24 June 2019
Fulfilling a promise to a better health service the MOHMS will see the design and building of a complex for a CT scan
In fulfilling a promise made in terms of its 100 Days policy priorities, the Solomon Islands Government, through a Cabinet decision, today, released a press statement saying $17.8 million dollars had been approved to design and build the complex to house the Computer Tomography (CT) scan machine to be acquired for the Solomon Islands Ministry of Health and Medical Services.
As one that has long advocated for a CT scan as a vital investigative tool for the National Referral Hospital I extend my sincere thanks to the Solomon Islands Government and to Lady Potter, the Australian philanthropist, who visited Honiara last year and told the then Prime Minister of her willingness to raise funds to purchase a CT scan on behalf of the Solomon Islands medical services.
Today’s press release from the Office of the Prime Minister and Cabinet read:
“The money will also be used for the management of the CT scan project, and to provide and supply and fit-out minor equipment and accessories needed for the project.
“Following this decision by the Cabinet, important steps will be taken by the Ministry of Health and Medical Services such as advertisements of tender notices for building contractors.
“The selected contractors will be working together with The Solomon Foundation in Sydney together with Siemans Healthineers who is the supplier of the equipment to determine the requirements needed for the building.
“MHMS is anticipating that the CT scan machine is tentatively scheduled to be in operation before the end of 2020.
“The Democratic Coalition for Change Government (DCGA) is committed to the delivery of ongoing and prospective policy priorities in the interests of peace, national stability and economic advancement.”
A CT scan or computed tomography scan (formerly computerized axial tomography scan or (CAT scan)makes use of computer-processed combinations of many X-ray measurements taken from different angles to produce cross-sectional images (virtual "slices") of specific areas of a scanned object, allowing the user to see inside the object without cutting.
Computed tomography operates by using an X-ray generator that rotates around the object and X-ray detectors are positioned on the opposite side of the circle from the X-ray source.

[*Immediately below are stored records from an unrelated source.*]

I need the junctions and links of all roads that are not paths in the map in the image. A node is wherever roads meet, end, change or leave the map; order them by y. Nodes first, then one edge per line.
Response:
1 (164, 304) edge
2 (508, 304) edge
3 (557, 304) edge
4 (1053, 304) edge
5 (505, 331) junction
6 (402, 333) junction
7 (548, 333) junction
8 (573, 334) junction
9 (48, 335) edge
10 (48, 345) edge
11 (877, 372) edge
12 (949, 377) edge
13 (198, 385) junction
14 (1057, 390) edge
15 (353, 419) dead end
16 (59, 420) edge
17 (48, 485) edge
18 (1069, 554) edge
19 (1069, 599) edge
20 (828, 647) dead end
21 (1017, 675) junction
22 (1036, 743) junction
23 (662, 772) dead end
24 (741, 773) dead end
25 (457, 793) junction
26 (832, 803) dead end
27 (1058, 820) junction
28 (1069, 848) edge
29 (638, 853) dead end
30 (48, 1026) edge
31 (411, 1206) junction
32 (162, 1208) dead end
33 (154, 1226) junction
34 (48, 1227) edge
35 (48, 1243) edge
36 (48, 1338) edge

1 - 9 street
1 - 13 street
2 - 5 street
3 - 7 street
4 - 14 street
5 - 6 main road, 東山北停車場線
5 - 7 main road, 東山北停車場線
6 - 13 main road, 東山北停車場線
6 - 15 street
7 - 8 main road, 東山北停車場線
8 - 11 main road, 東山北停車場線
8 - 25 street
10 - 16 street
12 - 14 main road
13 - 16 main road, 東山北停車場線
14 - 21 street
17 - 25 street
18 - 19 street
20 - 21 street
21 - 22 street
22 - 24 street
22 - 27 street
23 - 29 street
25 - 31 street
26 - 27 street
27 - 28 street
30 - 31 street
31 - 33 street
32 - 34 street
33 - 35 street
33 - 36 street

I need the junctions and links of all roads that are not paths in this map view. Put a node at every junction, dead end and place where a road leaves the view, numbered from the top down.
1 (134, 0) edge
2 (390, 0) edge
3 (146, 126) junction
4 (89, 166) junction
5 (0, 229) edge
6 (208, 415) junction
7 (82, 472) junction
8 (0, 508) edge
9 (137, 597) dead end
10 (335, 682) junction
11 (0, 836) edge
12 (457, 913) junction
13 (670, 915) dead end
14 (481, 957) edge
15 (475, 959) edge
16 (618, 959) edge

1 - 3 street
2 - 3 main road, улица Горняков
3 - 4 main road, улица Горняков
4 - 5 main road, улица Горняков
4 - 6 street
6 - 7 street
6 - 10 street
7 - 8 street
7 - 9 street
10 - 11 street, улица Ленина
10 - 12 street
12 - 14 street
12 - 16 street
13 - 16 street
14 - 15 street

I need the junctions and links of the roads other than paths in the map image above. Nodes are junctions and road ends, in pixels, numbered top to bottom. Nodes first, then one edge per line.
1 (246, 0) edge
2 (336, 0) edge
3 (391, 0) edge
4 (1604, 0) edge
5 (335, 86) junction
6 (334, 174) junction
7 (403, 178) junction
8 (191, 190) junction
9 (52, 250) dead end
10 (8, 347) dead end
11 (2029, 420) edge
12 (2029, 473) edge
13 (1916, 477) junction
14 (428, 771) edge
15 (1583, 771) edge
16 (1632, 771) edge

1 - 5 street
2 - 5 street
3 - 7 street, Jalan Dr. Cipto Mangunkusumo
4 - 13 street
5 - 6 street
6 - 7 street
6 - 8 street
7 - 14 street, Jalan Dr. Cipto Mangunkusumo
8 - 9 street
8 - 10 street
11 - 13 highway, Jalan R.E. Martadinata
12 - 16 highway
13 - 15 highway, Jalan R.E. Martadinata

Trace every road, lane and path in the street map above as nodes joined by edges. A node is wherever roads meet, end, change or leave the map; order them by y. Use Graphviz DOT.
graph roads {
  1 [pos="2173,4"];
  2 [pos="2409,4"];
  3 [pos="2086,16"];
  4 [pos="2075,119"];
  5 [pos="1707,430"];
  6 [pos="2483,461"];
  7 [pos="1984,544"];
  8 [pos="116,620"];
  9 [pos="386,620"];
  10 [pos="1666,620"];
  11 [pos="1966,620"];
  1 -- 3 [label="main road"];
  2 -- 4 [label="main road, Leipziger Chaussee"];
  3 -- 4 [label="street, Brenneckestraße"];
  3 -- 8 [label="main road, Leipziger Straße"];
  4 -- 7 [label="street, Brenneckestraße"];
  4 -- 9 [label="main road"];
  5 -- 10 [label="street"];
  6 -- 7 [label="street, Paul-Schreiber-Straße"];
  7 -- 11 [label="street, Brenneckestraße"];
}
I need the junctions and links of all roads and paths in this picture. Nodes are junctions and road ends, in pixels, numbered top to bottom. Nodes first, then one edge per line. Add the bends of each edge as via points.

A visual representation of the raw data obtained is called a sinogram, yet it is not sufficient for interpretation. Once the scan data has been acquired, the data must be processed using a form of topographic reconstruction which produces a series of cross-sectional images.
Once the CT scan is installed at the NRH professionally trained personnel will be needed to operate it and it will be advisable to have a maintenance agreement in place with the supplier.